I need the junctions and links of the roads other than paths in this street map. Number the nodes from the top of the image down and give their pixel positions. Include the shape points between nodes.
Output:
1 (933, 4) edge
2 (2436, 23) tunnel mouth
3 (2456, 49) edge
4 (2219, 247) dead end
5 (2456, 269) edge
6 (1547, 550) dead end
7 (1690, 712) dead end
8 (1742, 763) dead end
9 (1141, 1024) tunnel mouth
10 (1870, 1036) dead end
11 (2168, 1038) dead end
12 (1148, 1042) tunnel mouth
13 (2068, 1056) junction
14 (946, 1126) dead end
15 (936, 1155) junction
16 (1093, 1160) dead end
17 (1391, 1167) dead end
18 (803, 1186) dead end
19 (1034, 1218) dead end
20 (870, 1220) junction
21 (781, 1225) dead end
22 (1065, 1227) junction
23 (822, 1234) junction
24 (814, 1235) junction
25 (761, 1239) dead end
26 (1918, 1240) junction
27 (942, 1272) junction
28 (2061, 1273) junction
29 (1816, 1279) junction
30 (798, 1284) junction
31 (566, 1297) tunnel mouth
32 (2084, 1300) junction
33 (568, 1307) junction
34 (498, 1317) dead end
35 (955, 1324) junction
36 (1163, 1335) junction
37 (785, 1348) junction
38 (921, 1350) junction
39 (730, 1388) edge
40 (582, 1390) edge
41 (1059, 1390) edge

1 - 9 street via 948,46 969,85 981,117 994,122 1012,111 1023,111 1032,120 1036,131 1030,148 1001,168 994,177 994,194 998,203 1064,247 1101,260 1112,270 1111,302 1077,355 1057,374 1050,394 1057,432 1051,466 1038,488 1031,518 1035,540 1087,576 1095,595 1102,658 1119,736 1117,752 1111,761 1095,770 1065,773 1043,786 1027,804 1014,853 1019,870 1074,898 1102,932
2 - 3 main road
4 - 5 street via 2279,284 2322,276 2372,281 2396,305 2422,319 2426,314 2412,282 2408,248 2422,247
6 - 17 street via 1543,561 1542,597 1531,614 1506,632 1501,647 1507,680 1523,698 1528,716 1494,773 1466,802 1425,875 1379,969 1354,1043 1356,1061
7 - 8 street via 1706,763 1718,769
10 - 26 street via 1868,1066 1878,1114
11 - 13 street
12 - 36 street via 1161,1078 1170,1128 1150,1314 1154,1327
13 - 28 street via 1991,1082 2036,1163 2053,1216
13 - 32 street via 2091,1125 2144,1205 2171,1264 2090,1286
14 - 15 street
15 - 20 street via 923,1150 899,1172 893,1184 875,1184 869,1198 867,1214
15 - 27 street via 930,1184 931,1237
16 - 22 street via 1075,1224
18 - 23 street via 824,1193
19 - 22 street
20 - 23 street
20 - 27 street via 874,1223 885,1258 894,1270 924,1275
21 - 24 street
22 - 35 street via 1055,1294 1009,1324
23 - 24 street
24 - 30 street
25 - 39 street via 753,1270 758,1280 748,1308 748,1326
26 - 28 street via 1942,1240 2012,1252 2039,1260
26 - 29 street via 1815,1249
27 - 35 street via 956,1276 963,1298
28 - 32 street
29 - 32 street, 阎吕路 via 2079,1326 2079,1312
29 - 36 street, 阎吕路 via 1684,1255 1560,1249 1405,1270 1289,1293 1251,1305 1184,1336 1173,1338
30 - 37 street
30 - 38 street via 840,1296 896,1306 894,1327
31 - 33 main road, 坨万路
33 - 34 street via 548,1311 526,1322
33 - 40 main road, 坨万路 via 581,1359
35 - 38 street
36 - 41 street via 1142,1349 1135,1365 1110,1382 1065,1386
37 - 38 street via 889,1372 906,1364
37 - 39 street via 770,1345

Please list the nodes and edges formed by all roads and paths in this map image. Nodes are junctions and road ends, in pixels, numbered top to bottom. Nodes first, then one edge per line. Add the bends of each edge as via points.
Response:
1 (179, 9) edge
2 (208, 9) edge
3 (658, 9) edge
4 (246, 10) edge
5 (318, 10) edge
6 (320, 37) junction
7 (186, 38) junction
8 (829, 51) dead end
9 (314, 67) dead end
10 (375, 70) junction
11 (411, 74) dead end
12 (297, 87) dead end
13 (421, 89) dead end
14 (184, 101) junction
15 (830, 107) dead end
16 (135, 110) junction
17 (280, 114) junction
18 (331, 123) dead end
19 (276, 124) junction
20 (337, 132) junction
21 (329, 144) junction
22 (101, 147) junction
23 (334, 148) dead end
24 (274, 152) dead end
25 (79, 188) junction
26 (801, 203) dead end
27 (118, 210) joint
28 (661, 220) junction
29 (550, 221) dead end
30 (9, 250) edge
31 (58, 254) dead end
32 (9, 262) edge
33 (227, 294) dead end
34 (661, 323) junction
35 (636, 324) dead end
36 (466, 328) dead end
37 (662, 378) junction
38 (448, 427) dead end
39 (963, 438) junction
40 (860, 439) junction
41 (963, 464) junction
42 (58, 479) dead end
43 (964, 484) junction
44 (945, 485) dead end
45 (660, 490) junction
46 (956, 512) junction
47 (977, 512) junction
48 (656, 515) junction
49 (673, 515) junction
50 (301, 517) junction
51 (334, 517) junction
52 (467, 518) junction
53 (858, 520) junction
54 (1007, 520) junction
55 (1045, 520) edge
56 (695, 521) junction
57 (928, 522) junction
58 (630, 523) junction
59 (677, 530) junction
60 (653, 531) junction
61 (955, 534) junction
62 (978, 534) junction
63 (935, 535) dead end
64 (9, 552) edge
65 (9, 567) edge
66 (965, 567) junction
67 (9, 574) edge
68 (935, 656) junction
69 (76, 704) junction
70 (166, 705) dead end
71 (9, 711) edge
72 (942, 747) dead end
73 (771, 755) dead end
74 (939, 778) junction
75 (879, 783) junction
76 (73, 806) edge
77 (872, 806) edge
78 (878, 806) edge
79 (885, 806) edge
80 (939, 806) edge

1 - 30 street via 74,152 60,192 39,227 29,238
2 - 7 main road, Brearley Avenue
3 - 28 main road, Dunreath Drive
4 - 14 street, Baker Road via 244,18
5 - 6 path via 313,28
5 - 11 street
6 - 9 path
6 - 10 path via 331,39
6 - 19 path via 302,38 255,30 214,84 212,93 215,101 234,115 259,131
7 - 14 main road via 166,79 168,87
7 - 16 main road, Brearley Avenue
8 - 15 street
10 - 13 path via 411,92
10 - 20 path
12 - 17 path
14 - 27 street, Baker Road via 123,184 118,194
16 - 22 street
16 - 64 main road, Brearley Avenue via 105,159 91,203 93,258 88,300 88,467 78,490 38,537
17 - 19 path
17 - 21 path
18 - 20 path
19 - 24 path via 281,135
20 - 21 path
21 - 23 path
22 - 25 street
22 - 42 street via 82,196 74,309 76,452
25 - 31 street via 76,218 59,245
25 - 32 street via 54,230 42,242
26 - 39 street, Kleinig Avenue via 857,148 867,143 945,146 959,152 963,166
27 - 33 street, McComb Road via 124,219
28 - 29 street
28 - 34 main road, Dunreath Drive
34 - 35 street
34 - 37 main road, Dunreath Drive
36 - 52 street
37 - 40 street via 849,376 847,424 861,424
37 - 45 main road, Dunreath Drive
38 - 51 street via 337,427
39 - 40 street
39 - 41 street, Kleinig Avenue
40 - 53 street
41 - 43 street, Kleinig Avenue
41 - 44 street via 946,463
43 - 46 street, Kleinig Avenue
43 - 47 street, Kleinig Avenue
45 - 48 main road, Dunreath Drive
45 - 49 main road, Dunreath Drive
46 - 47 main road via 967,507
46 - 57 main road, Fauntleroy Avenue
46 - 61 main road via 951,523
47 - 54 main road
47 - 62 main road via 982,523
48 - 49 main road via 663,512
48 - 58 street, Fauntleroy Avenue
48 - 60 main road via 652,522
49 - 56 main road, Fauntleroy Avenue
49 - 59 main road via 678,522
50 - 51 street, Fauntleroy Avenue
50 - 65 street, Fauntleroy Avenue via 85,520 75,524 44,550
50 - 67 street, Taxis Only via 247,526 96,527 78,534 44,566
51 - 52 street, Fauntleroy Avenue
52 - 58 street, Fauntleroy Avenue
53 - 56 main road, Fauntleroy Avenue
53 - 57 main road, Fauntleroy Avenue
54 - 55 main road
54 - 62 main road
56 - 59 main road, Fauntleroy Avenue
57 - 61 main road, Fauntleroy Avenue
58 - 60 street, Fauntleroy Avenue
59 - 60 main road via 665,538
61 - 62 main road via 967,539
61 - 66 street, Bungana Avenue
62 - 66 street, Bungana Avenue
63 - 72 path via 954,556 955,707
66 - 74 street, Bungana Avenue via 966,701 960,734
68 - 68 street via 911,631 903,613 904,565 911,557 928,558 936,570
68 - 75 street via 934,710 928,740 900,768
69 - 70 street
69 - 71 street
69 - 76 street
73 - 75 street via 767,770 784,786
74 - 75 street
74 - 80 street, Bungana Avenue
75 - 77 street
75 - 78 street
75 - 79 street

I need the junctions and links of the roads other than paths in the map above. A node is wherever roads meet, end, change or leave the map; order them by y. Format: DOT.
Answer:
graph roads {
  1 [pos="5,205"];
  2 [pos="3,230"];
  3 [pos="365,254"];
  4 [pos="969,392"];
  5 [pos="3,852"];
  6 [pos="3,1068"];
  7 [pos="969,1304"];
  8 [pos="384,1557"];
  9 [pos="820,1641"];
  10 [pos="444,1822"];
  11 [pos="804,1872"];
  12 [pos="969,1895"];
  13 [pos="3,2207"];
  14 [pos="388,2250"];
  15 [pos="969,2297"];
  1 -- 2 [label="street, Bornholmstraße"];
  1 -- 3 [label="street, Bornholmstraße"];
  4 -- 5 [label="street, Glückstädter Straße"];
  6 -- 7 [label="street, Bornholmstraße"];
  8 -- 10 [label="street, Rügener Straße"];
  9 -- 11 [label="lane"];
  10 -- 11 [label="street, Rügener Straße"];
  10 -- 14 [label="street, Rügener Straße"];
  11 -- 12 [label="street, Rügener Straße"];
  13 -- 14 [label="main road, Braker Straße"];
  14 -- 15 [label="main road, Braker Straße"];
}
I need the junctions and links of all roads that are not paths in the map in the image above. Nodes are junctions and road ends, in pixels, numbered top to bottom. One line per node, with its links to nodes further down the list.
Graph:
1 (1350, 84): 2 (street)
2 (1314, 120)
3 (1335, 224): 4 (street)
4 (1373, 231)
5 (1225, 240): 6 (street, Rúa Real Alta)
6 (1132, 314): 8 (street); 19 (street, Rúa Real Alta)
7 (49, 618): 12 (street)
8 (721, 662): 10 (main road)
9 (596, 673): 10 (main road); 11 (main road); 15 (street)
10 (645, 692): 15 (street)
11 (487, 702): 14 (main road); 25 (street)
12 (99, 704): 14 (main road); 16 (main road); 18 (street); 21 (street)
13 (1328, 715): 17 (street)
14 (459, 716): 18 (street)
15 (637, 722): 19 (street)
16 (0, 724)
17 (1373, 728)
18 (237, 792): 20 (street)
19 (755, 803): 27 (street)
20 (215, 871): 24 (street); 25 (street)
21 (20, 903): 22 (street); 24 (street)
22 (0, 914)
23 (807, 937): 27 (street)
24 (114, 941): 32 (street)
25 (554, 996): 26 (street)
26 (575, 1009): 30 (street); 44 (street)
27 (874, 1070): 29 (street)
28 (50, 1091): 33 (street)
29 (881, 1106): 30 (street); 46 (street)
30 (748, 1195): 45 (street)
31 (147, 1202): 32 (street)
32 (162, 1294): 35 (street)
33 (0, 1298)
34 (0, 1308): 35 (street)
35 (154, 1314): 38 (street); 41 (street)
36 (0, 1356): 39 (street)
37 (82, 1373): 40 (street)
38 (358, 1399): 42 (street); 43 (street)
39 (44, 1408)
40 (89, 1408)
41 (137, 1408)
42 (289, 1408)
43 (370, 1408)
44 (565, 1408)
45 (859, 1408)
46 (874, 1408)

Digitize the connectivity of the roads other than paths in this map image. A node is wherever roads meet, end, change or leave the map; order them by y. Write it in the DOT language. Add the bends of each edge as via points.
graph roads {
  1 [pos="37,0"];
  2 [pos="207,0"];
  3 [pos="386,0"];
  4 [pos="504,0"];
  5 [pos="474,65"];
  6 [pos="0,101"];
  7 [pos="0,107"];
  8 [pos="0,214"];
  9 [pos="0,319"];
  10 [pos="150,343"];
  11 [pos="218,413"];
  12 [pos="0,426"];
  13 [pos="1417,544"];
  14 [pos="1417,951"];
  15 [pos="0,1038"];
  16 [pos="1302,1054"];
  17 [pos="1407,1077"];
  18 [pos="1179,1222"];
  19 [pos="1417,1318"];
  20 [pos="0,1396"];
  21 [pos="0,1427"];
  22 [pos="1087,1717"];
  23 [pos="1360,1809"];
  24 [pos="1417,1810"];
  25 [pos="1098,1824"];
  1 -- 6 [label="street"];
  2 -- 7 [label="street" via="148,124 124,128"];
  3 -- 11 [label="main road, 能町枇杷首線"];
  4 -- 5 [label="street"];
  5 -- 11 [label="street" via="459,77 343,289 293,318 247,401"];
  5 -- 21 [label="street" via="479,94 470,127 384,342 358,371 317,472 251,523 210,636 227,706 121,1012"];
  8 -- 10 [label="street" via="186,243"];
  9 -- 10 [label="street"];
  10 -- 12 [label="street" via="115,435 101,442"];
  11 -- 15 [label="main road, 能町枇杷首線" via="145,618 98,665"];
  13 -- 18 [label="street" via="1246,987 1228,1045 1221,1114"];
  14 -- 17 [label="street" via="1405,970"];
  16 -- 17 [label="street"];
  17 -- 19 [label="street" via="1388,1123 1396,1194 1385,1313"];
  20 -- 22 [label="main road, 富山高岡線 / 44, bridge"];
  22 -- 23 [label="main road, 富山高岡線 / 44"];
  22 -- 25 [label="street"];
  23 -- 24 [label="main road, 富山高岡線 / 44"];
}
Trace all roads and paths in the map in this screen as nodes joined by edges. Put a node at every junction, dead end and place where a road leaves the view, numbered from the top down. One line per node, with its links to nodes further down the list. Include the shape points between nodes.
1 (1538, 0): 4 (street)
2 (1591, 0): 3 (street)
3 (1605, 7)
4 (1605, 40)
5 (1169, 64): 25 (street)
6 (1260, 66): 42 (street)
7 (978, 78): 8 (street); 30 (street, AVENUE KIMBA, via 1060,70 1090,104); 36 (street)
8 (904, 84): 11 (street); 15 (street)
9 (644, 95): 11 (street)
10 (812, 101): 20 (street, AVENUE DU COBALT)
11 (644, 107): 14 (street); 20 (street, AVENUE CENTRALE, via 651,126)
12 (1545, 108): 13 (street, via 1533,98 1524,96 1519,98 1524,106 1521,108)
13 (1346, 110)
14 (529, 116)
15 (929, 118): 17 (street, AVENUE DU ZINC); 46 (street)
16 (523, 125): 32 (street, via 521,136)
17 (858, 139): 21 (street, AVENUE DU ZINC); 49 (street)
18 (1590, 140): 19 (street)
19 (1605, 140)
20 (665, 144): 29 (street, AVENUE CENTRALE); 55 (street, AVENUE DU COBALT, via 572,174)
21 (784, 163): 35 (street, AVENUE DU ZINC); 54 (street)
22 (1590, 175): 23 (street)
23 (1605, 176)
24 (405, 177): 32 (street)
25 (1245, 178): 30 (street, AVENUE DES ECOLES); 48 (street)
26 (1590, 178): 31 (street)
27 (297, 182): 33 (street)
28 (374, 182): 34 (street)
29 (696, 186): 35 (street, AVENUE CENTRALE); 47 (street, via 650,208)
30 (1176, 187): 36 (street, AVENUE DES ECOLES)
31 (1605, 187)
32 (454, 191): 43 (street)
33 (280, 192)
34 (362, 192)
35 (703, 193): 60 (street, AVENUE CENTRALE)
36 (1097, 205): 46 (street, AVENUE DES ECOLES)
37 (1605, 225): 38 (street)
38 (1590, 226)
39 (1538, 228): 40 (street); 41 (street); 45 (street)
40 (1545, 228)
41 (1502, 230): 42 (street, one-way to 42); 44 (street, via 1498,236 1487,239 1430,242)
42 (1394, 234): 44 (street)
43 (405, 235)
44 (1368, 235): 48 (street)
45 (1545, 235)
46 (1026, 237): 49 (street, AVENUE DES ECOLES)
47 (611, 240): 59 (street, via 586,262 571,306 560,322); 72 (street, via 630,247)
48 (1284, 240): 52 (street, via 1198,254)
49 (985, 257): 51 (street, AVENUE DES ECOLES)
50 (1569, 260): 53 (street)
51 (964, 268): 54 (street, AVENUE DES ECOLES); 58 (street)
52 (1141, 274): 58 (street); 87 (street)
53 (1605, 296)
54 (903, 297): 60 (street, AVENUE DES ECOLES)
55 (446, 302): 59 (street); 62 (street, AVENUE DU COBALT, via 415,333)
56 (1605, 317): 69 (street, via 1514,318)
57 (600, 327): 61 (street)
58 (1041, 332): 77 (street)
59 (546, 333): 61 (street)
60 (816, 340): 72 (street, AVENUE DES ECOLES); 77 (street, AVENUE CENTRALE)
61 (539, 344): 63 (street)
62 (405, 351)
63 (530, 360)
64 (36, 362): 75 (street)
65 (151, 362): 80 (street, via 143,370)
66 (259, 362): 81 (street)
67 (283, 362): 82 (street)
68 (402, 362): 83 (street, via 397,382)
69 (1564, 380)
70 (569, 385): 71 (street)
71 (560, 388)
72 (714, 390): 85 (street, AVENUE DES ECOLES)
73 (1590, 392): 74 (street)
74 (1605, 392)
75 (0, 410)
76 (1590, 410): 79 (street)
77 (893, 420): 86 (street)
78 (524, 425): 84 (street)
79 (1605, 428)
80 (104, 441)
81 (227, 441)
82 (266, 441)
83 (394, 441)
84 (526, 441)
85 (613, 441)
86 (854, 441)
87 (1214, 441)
_ _ _ _ _
> GOAL OF THE EXERCISE: For this exercise, find all lines in the records containing the word "further" and copy them.

> ANSWER BELOW:
I need the junctions and links of all roads that are not paths in the map in the image above. Nodes are junctions and road ends, in pixels, numbered top to bottom. One line per node, with its links to nodes further down the list.
Trace all roads and paths in the map in this screen as nodes joined by edges. Put a node at every junction, dead end and place where a road leaves the view, numbered from the top down. One line per node, with its links to nodes further down the list. Include the shape points between nodes.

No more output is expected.